Epic Fail attacking Pigs with Apple

With the ongoing Epic-vs-Apple battle, there is one Big Question: what does it mean to developers? Not from the point of view of “hey, it would be really nice to bring Apple fees down”, but from the point of view “whether it changes much for gamedevs – or we should continue ‘business as usual’?”

Timeline and Scope

A refresher course on the major events in the battle:

  • Aug 13 – Epic introduces direct payment into Fortnite/iOS and Fortnite/Android
    • Apple and Google remove Fortnite from App Store and Play Store respectively
  • Aug 17 – Apple threatens to terminate all Epic’s developer accounts, including an account of Epic International (the one used for the development of Unreal Engine).
  • Aug 24 – judge Yvonne Gonzalez Rogers grants Epic a Temporary Restraining Order (TRO) which prevents Apple from terminating the account of Epic International (and doesn’t grant a TRO to force Apple to get Fortnite back to the App Store)
  • Aug 28 – Apple terminates developer account of Epic Games, but keeps account of Epic International.

And to emphasize what’s at stake – Fortnite has already made $1.2 billion(!) in sales – with 30% of it (~$360 million) going to Apple. Pretty neat amounts, huh?

What Has Happened?

Victorious warriors win first and then go to war, while defeated warriors go to war first and then seek to win.

— Sun Tzu —

Overall, an attack by Epic reminded me of an early-20-century cavalry attack against a heavily entrenched position armed with machine guns. In such an attack, there are only two options: either you scare your opponent and it runs away, or they fight and you lose. However, as it is known at least since Byzantine military manuals, if the opponent doesn’t have where to run – they won’t run away. And Apple didn’t have where to run in this case – so it stood its ground and fought back, with devastating results for Epic’s attacking force.

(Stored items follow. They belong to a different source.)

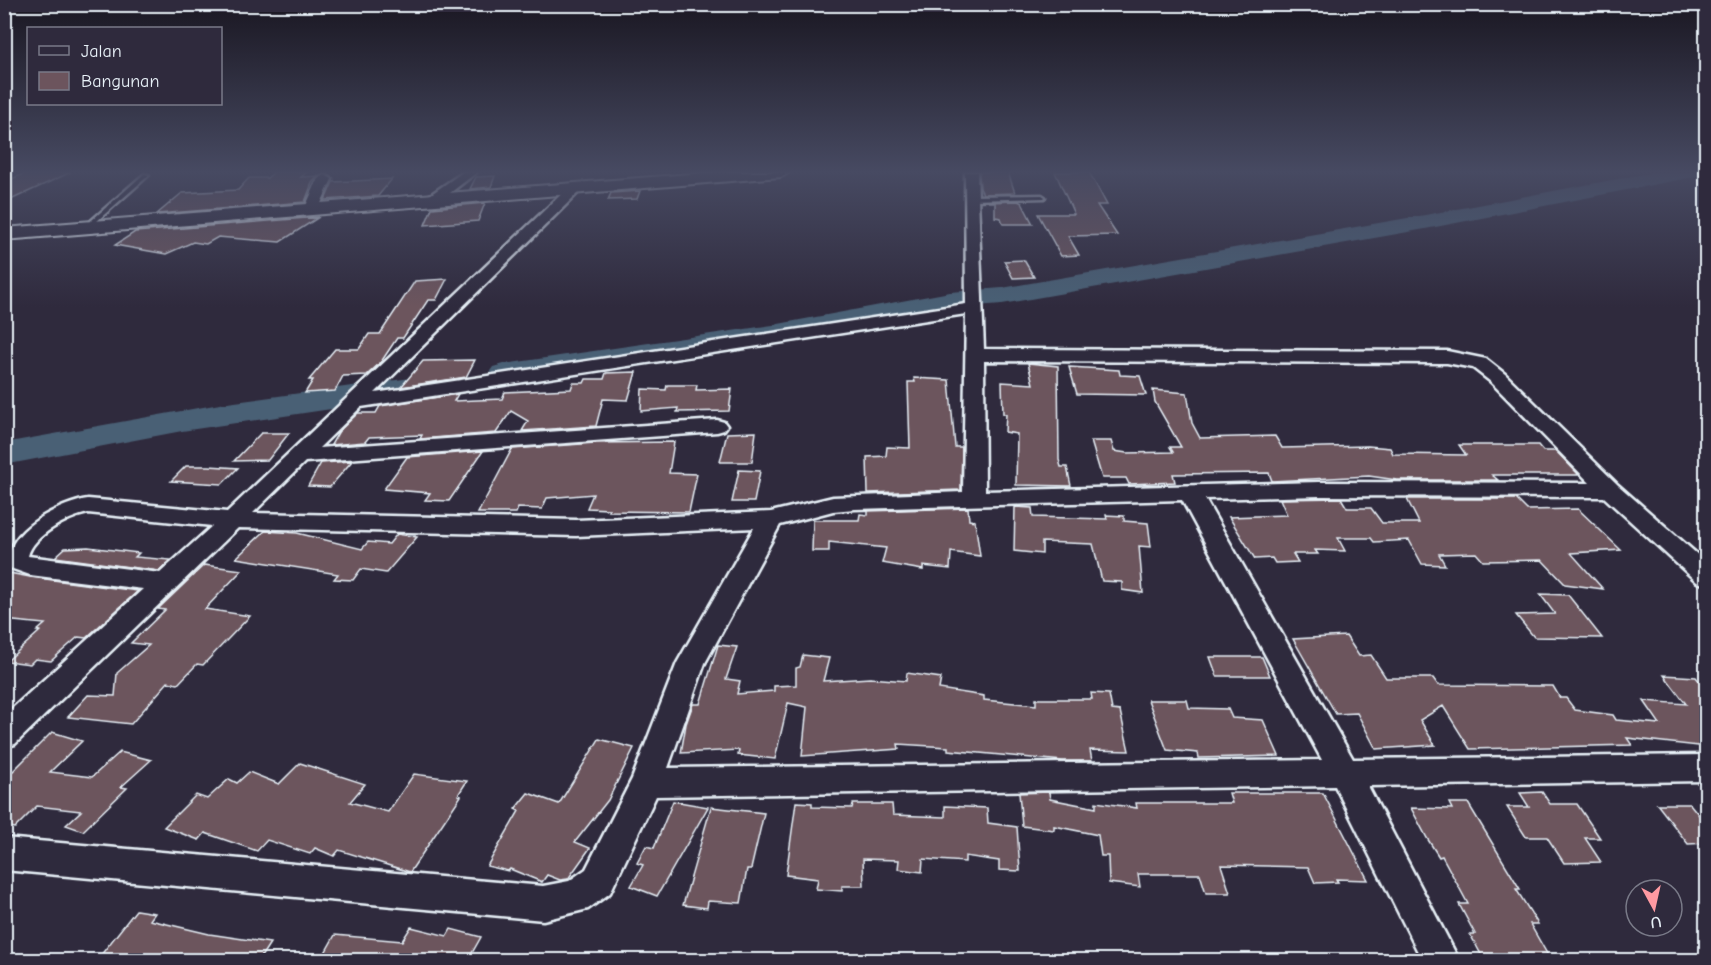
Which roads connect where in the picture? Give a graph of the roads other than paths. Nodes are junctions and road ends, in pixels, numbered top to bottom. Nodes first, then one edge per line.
1 (98, 217) edge
2 (223, 217) edge
3 (546, 217) edge
4 (973, 217) edge
5 (86, 228) junction
6 (4, 234) edge
7 (975, 308) junction
8 (974, 355) junction
9 (355, 402) junction
10 (717, 426) dead end
11 (298, 456) junction
12 (1610, 490) junction
13 (1189, 492) junction
14 (974, 498) junction
15 (232, 520) junction
16 (771, 520) junction
17 (1707, 576) edge
18 (167, 583) junction
19 (4, 735) edge
20 (1707, 768) edge
21 (1346, 771) junction
22 (647, 782) junction
23 (4, 854) edge
24 (1441, 960) edge

1 - 5 lane
2 - 5 main road
3 - 9 street
4 - 7 street
5 - 6 main road
7 - 8 street
7 - 9 street
8 - 12 street
8 - 14 street
9 - 11 street
10 - 11 street
11 - 15 street
12 - 13 street
12 - 17 street
13 - 14 street
13 - 21 street
14 - 16 street
15 - 16 street
15 - 18 street
15 - 18 street
16 - 22 street
18 - 19 street
20 - 21 street
21 - 22 street
21 - 24 street
22 - 23 street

In general, one should not try to mount such attacks without some big and heavy ace up their sleeve. For several days, I did expect that Epic does have such an ace – for example, if Epic could produce a browser-based version of the Fortnite – the tables would be turned. Players would be able to play on iOS – and Epic would be 100% free from breaching any agreements with Apple; moreover, as such a game would have worse graphics on iOS – it would make things worse for Apple, and not for Epic (iPhone would be at a disadvantage compared to Android, drats and double-drats for Apple!). Under such a scenario, Apple would be in a zugzwang – with any potential move of Apple making its situation worse. Unfortunately, for quite some time Epic didn’t treat an HTML5-based version of UE as a first-class citizen; combined with an observation that the best time to show it has already passed – I doubt Epic has an HTML5-based version ready.

Current Situation

From a legal perspective, the situation will most likely go along the lines of the decision of Yvonne Gonzalez Rogers:

  • obtaining a court order to force Apple to bring Fortnite back is not going to happen any time soon
    • willful breach of contract is a pretty bad thing to do, and judges tend to dislike it
    • in addition, an argument that Epic can fix the whole thing by complying with Apple’s requirements – looks strong in the context of TROs and preliminary injunctions (to get a TRO, Epic has to demonstrate irreparable harm, and given a simple way to fix the problem now and get compensation later if they prevail in court – irreparable harm becomes next-to-impossible to establish).
    • note that the antitrust case against Apple may still have its merits – it is just that these things tend to take forever and ever, so for the next 5 years or so it won’t be decided
  •  Apple is likely to be prohibited from terminating developer access for Epic International (so Epic can continue to develop Unreal Engine on iOS)
    • Epic International did NOT breach any contracts
    • Apple’s argument along the lines of “we always terminate linked accounts” is quite ridiculous – and is unlikely to fly.
    • additionally, terminating Epic International access is hurting innocent bystanders (devs who are using Unreal Engine)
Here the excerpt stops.